### What is expected
Extract the lines that carry the string "Jackson" from the listing.

### Data to examine
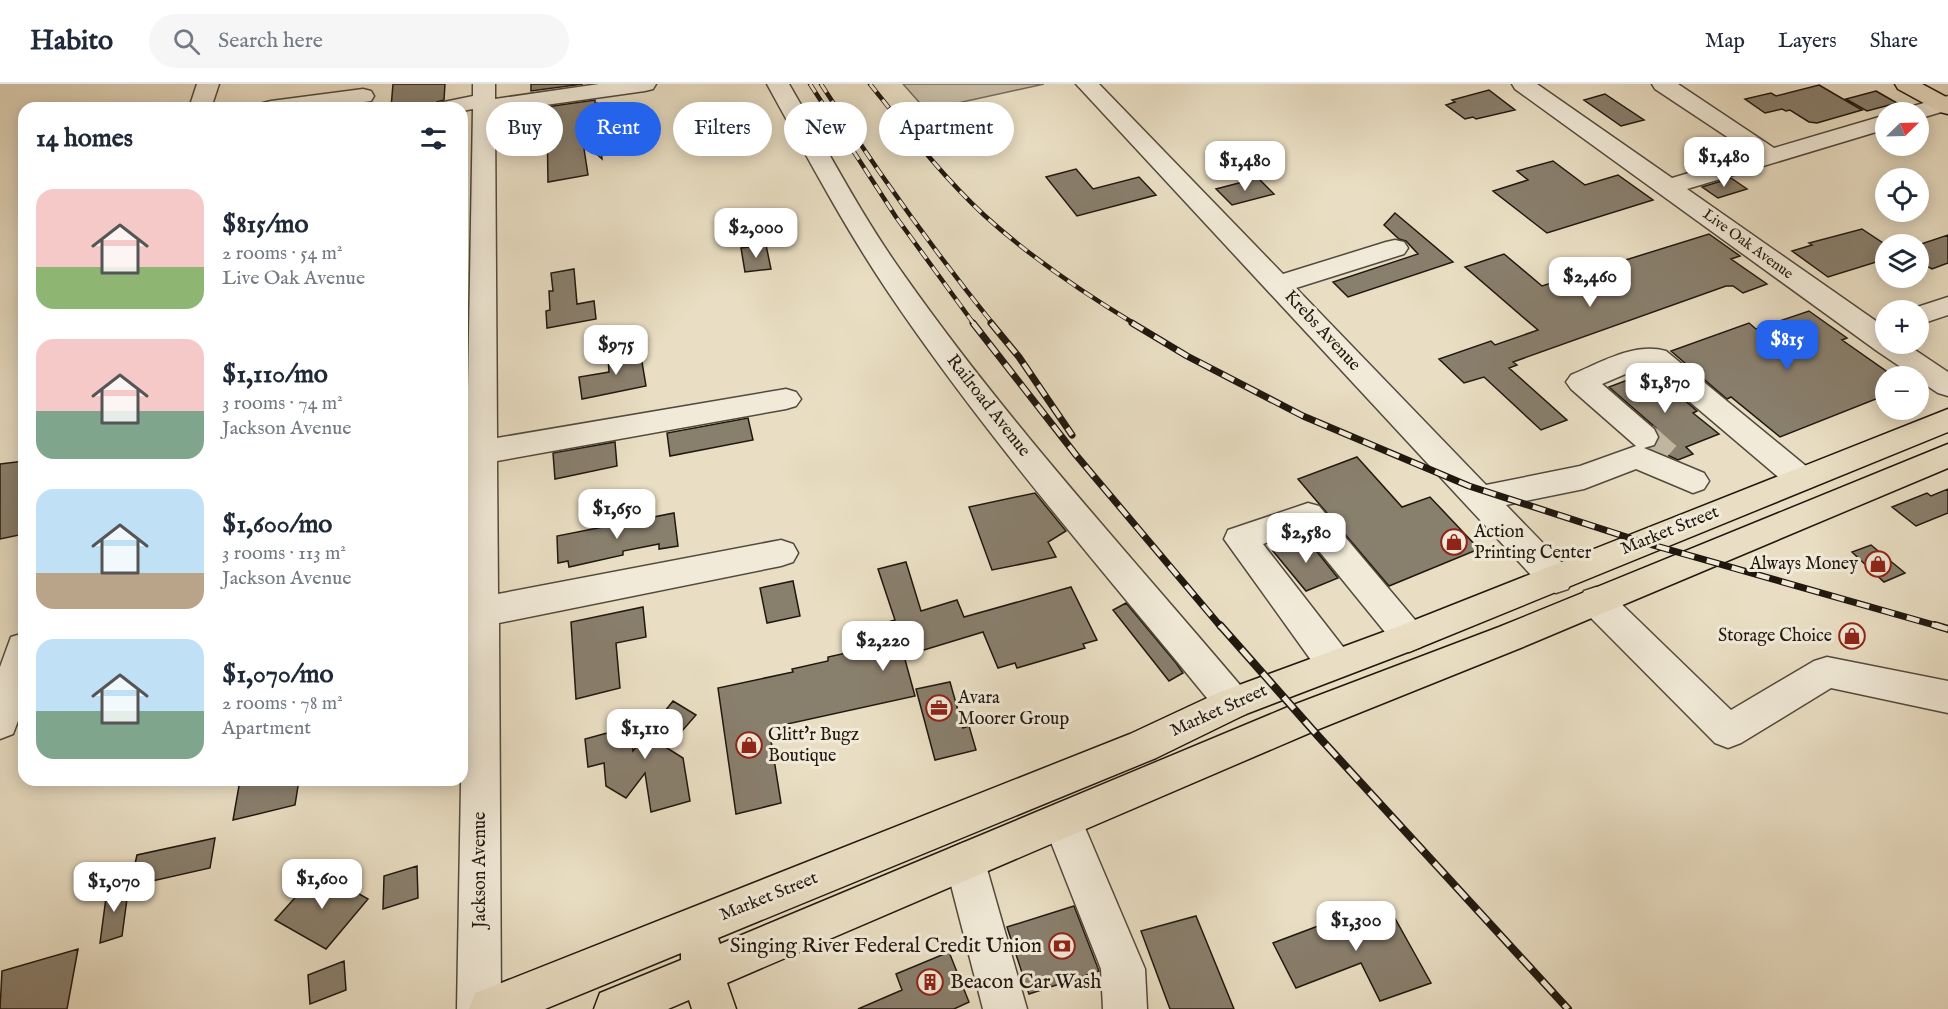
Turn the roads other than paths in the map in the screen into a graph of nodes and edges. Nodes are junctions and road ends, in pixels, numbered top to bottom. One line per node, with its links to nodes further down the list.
1 (208, 84): 12 (street)
2 (449, 84): 14 (street)
3 (645, 84): 10 (street)
4 (778, 84): 47 (street, Railroad Avenue)
5 (1087, 84): 21 (street, Krebs Avenue)
6 (1523, 84): 19 (street, Live Oak Avenue)
7 (1663, 84): 18 (street)
8 (1906, 84): 11 (main road)
9 (363, 96): 13 (street)
10 (485, 97): 15 (street); 23 (street, Jackson Avenue)
11 (1946, 97): 16 (street)
12 (202, 102)
13 (317, 102)
14 (448, 102)
15 (468, 102)
16 (1929, 106)
17 (1875, 125): 18 (street)
18 (1771, 156): 19 (street)
19 (1668, 187): 25 (street, Live Oak Avenue)
20 (1395, 248): 21 (street)
21 (1278, 285): 37 (street, Krebs Avenue)
22 (1948, 306): 24 (street)
23 (473, 311): 27 (street, Jackson Avenue)
24 (1929, 312)
25 (1875, 331)
26 (1906, 354): 28 (street, Live Oak Avenue)
27 (472, 386): 32 (street, Jackson Avenue)
28 (1948, 386)
29 (786, 399): 32 (street)
30 (1948, 420): 35 (main road, Market Street)
31 (1643, 437): 35 (street)
32 (482, 452): 42 (street, Jackson Avenue)
33 (1948, 455): 41 (main road, Market Street)
34 (1669, 460): 36 (street)
35 (1801, 479): 38 (main road, Market Street)
36 (1693, 481): 37 (street); 38 (street)
37 (1480, 498): 40 (street, Krebs Avenue)
38 (1725, 509): 40 (main road, Market Street)
39 (781, 553): 42 (street)
40 (1556, 579): 43 (main road, Market Street)
41 (1596, 601): 46 (street); 49 (main road, Market Street)
42 (481, 612): 53 (street, Jackson Avenue)
43 (1409, 637): 44 (main road, Market Street); 44 (street)
44 (1334, 663): 47 (main road, Market Street)
45 (18, 666): 48 (street)
46 (1948, 697)
47 (1233, 703): 51 (main road, Market Street)
48 (0, 722)
49 (1063, 822): 50 (main road, Market Street); 57 (street)
50 (964, 862): 52 (main road, Market Street); 56 (street)
51 (703, 923): 52 (main road); 54 (main road, Market Street)
52 (708, 991): 55 (main road, Market Street)
53 (479, 1009)
54 (492, 1009)
55 (616, 1009)
56 (1005, 1009)
57 (1125, 1009)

### Output for this exercise
10 (485, 97): 15 (street); 23 (street, Jackson Avenue)
23 (473, 311): 27 (street, Jackson Avenue)
27 (472, 386): 32 (street, Jackson Avenue)
32 (482, 452): 42 (street, Jackson Avenue)
42 (481, 612): 53 (street, Jackson Avenue)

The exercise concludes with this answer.